ECHO: The Apostrophe
The apostrophe is used to do the following:
- show possession
- mark omissions in contracted words or numerals
- form plurals of letters, numerals, and words referred to as words.
The apostrophe can show the possessive case of nouns (Sam, Sally, car, horse, love, etc.) and indefinite pronouns (everyone, someone, anybody, nobody, etc.).
The possessive case of nouns and indefinite pronouns shows ownership or a similar relationship and may be indicated by the use of 's, by the apostrophe alone, or by an of-phrase.
|everyone's friend||or||the friend of everyone|
|the girls' laughter||or||the laughter of girls|
A possessive noun or pronoun may be related to a word (or word group) that precedes it or one that is clearly implied.
- Is that old, broken down Chevy Joe's or Linda's?
In other words, does the Chevy belong to Joe, or does it belong to Linda?
For singular nouns and indefinite pronouns, add 's
|Frank's idea||a week's work||a nickel's worth|
|anybody's guess||someone's coat||one's choices|
Option: If a singular noun ends in -s, add 's or only the apostrophe.
|Keats's poetry||or||Keats' poetry|
|a waitress's tips||or||a waitress' tips|
For plural nouns ending in -s, add only the apostrophe. For plurals not ending in -s, add 's.
|girls' dresses||(dresses for girls)|
|babies' toes||(toes of babies)|
|but:||men's clothing||women's job||children's rights|
For word groups, add 's only to the last word.
|my brother-in-law's house|
|George Orwell, Jr.'s, reply|
|the Secretary of Defense's idea|
To indicate individual ownership, add 's to each name.
- Frank's and June's dogs
(dogs belonging to Frank and dogs belonging to June)
- the doctor's and the dentist's offices
(an office belonging to the doctor and an office belonging to the dentist)

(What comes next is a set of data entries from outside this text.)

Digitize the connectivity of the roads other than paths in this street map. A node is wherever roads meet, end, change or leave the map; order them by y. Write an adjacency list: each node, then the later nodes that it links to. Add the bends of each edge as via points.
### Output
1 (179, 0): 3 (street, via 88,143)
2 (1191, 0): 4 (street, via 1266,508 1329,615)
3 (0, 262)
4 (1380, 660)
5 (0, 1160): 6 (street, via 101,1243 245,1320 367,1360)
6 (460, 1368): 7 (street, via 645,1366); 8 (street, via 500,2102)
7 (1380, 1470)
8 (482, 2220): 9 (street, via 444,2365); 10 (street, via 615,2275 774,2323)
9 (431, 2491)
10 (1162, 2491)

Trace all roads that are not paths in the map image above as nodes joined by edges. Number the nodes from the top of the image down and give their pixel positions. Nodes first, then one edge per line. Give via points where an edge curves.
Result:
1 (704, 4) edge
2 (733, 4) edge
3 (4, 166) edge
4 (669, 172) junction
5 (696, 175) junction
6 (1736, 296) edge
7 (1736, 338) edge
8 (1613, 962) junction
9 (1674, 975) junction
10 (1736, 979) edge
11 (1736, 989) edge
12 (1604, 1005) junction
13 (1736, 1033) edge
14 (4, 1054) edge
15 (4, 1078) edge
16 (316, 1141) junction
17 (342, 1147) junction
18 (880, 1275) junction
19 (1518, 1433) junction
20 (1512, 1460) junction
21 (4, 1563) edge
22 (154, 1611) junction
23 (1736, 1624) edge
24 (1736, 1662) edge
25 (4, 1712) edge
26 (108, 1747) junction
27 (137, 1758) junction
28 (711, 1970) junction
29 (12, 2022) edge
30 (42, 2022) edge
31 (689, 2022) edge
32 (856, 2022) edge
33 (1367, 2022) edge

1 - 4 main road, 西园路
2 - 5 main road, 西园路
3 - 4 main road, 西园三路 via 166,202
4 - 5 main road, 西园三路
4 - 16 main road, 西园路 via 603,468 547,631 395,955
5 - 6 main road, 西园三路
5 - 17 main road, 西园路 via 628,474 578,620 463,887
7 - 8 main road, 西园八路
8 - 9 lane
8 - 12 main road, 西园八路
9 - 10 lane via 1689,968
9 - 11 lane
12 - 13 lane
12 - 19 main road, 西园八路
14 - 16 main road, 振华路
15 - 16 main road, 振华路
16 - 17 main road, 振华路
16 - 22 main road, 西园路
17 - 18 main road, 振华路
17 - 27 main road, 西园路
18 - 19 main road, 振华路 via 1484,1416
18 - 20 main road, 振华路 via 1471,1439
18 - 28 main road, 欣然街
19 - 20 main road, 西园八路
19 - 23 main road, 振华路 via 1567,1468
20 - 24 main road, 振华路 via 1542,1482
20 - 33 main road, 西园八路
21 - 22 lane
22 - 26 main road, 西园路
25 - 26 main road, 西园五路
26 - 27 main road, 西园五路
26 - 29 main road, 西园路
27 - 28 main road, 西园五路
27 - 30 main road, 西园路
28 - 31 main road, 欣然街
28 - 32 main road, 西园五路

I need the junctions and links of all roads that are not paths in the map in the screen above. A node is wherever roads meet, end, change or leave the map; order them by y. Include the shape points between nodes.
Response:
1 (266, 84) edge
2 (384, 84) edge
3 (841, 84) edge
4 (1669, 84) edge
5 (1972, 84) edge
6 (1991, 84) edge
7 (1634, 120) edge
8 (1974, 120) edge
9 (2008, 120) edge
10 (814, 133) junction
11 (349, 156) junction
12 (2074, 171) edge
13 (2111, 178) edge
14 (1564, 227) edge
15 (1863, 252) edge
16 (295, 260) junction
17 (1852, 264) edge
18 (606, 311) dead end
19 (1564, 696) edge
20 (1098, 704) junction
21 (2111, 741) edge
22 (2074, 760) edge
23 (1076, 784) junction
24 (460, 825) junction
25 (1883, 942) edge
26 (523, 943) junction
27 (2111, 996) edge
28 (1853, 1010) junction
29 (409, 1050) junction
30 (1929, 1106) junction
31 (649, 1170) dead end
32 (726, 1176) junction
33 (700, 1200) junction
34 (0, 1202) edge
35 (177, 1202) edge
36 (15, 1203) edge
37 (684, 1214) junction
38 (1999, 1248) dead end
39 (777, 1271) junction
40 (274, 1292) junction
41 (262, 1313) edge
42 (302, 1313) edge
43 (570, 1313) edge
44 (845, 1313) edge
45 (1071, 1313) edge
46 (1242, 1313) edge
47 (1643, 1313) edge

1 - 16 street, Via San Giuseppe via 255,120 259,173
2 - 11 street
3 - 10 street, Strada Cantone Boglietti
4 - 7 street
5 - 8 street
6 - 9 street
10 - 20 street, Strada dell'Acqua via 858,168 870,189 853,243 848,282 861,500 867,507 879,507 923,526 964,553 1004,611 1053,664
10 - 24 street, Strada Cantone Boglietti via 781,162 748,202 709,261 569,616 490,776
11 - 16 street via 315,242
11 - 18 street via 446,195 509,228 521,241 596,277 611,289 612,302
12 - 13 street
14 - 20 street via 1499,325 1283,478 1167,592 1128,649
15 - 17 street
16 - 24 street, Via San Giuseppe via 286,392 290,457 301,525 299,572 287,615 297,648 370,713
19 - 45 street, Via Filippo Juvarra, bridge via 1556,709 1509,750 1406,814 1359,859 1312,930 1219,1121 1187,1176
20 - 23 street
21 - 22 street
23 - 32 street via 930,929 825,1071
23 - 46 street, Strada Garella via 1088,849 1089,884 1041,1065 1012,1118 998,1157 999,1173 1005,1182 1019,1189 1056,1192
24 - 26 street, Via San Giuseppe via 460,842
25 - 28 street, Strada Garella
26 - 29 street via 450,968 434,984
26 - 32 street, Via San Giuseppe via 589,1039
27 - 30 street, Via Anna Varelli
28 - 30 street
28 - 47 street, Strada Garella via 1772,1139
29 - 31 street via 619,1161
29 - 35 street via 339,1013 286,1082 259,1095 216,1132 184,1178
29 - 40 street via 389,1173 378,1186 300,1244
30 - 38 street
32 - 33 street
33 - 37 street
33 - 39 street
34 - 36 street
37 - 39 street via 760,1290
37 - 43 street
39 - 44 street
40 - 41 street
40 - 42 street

- the Joker's and the Penguin's henchmen
(henchmen belonging to the Joker and henchmen belonging to the Penguin)
: To indicate joint ownership, add 's only to the last name.
- Frank and June's dog
- Batman and Robin's car
Use an apostrophe to mark omissions in contracted words and omissions in dates.
|cannot = can't||he will = he'll||I am = I'm|
|class of 1991 = class of '91||they are = they're|
|I will = I'll||will not = won't|
: Contractions in writing mirror speech. As a rule, they are avoided in formal writing, but they are common (and often preferable) both in informal writing and in dialogue.
Use 's to form the plural of lowercase letters, of numbers, of abbreviations followed by periods, and of words referred to as words.
|His b's look like 6's.||M.A.'s|
|Her l's are illegible and her miss's look like mess's.||Ph.D.'s|
When needed to avoid confusion, use 's to form plurals of capital letters, of symbols, and of abbreviations not followed by periods. Either 's or s may be used to form such plurals as the following:
- the 1900's or the 1900s
- his 7's or his 7s
- two B's or two Bs.
NEVER use the apostrophe with the following pronouns: his, her, hers, its, our, ours, your, yours, their, theirs or whose.
Caution: Do not confuse its with it's, whose with who's or your with you're:
- Its motor is small. (the motor of it)
- It's a small motor. (It is a small motor.)
- Whose is that? (Who owns that?)
- Who's that? (Who is that?)
- Your hat, sir. (Here is your hat.)
- You're joking, right? (You are joking.)